Saved data entries
◆ ◆ ◆ ◆ ◆
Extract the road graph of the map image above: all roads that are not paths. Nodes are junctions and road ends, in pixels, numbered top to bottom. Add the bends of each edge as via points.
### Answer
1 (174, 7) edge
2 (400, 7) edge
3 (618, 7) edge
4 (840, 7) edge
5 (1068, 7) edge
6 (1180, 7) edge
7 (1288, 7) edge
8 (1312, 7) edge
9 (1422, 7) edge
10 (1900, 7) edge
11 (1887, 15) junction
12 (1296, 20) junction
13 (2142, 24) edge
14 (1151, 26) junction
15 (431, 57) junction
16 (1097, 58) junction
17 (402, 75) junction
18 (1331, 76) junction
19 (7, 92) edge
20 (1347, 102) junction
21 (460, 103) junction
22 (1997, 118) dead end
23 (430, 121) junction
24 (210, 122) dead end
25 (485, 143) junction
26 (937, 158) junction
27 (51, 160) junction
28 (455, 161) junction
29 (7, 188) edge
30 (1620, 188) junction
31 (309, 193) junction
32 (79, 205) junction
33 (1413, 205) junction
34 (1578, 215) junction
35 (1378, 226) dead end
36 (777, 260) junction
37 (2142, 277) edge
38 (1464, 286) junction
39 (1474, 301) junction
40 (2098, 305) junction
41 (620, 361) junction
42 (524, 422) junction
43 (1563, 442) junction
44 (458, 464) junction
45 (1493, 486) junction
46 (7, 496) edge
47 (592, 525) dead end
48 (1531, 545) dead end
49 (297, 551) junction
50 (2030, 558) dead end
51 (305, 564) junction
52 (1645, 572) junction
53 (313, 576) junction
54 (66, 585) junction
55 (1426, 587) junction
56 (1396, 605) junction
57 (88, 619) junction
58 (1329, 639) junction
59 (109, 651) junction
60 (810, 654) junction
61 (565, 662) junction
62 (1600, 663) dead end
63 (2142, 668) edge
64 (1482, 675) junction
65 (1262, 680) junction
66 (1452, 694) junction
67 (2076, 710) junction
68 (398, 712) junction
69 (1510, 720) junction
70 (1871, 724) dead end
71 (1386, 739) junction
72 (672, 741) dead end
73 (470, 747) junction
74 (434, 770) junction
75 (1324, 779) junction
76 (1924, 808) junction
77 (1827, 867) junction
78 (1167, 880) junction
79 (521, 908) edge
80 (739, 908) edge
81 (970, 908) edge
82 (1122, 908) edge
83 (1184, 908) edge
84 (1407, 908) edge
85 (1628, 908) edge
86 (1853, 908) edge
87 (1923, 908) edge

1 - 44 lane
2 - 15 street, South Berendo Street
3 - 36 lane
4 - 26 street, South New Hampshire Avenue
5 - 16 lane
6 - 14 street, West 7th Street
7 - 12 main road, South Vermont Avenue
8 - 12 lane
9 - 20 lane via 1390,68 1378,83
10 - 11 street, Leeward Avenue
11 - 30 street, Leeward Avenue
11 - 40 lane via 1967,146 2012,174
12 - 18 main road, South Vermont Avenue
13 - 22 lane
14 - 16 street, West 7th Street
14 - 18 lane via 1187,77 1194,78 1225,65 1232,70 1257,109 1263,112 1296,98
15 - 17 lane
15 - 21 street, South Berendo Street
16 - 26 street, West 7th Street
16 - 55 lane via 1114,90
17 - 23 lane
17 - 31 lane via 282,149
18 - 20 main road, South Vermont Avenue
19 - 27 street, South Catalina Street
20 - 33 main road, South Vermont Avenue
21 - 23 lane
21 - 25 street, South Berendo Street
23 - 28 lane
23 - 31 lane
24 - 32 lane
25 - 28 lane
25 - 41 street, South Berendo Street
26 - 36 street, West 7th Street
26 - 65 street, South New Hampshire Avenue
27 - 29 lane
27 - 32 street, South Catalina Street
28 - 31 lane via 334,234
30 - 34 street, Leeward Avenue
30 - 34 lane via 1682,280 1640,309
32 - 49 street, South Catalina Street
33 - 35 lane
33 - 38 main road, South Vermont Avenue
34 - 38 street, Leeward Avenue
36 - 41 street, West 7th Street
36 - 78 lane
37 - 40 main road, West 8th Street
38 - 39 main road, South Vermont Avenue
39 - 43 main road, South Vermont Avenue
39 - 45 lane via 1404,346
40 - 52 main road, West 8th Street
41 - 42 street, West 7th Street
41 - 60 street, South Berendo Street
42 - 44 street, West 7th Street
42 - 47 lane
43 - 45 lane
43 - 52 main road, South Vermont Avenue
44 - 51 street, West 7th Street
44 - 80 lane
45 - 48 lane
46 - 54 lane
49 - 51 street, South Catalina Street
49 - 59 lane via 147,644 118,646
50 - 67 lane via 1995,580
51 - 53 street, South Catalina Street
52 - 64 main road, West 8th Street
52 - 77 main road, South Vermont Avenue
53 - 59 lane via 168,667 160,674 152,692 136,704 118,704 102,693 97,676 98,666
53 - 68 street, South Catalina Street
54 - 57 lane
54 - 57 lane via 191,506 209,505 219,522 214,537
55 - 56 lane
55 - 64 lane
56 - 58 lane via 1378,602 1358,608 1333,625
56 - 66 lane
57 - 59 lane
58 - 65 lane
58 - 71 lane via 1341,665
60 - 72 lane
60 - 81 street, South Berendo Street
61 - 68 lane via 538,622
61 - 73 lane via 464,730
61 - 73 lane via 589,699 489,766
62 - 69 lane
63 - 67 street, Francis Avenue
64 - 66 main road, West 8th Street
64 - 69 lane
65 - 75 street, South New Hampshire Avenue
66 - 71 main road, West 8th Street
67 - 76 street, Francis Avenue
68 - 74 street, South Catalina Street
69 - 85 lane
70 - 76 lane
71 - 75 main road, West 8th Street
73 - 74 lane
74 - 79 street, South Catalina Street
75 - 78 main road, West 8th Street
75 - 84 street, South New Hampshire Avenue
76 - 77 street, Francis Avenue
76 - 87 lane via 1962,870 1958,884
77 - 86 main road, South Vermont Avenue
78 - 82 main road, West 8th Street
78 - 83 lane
◆ ◆ ◆ ◆ ◆
→ What is needed: Scan the data for the string "Vermont" and copy each line in which it occurs.

→ Written answer:
7 - 12 main road, South Vermont Avenue
12 - 18 main road, South Vermont Avenue
18 - 20 main road, South Vermont Avenue
20 - 33 main road, South Vermont Avenue
33 - 38 main road, South Vermont Avenue
38 - 39 main road, South Vermont Avenue
39 - 43 main road, South Vermont Avenue
43 - 52 main road, South Vermont Avenue
52 - 77 main road, South Vermont Avenue
77 - 86 main road, South Vermont Avenue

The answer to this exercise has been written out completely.